Das Lesebuch versammelt 28 Texte aus dem gesamten Oeuvre des in Stolberg geborenen Autors – mit einer Ausnahme. Ein Ausschnitt aus seinem Erstling, dem 1981 erschienenen Roman Glasdreck, der seinerzeit zu einer Art Geheimtip avancierte, fehlt.  Bis 2017 sind laut Biobliographie 15 Romane und Erzählungsbände von ihm in vier Verlagen erschienen (eine Taschenbuchausgabe in einem weiteren Verlag). Mit einer Ausnahme (Rowohlt 1990) blieb Sous bis 2008 im Rotbuch-Verlag. Dann ein Buch bei Albrecht Knaus und 2015 und 2017, die letzten beiden Romane, im Transit-Verlag.

Wenn man sich mit Dietmar Sous beschäftigt, kommt man nicht umhin mit Peter Hennings Einordnung des "deutschen Nick Hornby" konfrontiert zu werden. Solche Art von Denkmalbeschriftungen kleben von nun am Autor. Sie sind lästig und hilfreich zugleich. Schubladen für gestresste Kritiker. Bitte vergessen Sie es schnell wieder. Geben Sie Dietmar Sous eine Chance.

Das Lesebuch bietet einen chronologischen Einblick in Sous Werk. Bereits die ersten wortkünstlerischen, fast aphoristisch anmutenden Texte begeistern. Da wird beispielsweise ein sehr kurzer Lebenslauf entworfen, der eine Karriere als "Präservativtester" in Aussicht stellt. In einem anderen Text ist Gynäkologe der Berufswunsch des Erzählers. Oder es findet sich auf anderthalb Seiten eine historische Tour d'Horizon über "Aachen-Land" von 1950 bis 1972: "Unzimperlich die Leute hier, trinkfest, bedächtig, eigentlich herzensgut, Schützenbrüder, Betschwestern. Nicht gerade Widerstandskämpfer, aber den bekloppten Theo und die arme Adelheid haben sie lebend durch die braune Zeit gebracht."      

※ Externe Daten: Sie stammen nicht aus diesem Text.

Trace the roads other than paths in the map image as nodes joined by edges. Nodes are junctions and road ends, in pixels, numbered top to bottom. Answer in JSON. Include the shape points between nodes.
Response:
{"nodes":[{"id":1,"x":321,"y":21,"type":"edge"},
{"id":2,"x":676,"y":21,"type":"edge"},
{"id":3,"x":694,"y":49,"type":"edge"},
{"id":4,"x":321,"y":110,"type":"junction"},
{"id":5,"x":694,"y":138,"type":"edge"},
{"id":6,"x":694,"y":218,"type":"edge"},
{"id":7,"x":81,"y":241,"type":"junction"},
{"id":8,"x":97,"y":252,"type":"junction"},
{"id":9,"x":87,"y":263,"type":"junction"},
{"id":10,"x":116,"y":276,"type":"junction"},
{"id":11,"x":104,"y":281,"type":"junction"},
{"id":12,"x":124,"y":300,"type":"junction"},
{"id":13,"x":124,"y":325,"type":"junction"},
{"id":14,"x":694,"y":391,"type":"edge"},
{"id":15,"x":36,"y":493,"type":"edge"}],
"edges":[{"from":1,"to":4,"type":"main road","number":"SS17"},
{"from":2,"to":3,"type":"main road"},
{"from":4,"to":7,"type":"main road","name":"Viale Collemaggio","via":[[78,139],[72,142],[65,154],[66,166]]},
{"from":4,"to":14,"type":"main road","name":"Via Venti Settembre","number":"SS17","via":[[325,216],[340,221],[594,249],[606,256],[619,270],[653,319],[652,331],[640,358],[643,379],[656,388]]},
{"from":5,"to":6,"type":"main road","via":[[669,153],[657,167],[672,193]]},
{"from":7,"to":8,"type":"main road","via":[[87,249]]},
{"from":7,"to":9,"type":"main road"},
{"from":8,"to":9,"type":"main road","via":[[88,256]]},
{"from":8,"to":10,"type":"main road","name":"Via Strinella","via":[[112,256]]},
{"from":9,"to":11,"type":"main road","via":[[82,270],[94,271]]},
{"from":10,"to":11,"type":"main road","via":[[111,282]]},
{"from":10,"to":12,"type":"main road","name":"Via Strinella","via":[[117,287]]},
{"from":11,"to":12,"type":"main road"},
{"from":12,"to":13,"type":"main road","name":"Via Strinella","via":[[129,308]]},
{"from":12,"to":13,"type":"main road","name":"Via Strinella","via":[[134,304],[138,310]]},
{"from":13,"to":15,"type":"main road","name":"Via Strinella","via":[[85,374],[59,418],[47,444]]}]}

Skurriles wechselt mit Bodenständigem. Manchmal steht Monty Python Pate, wie bei der Erzählung über eine Wehrmachteinheit, die zusammen mit französischen Kriegsgefangenen Mitte Mai 1945 einfach weitermacht, einen Elefanten aus einem zerstörten Zoo brät und ein verrücktes Fußballspiel inszeniert ("Germania Endsieg" gegen "KdF Paris"), welches dann in einer wahren Blutorgie endet. Die meisten Geschichten sind aus einer imaginären Gegenwart, handeln von Haushaltsauflösern, störrischen Aushilfen, Männergrillen bei einem Fussball-Länderspiel oder erzählen eine Erinnerung an einen Tag im Jahr 1962 als jemand die Beatles entdeckte (und die Kuba-Krise überstand). Am Ende des Lesebuchs finden sich Ausschnitte aus den letzten drei Romanen Sweet About Me, Roxy und San Tropez.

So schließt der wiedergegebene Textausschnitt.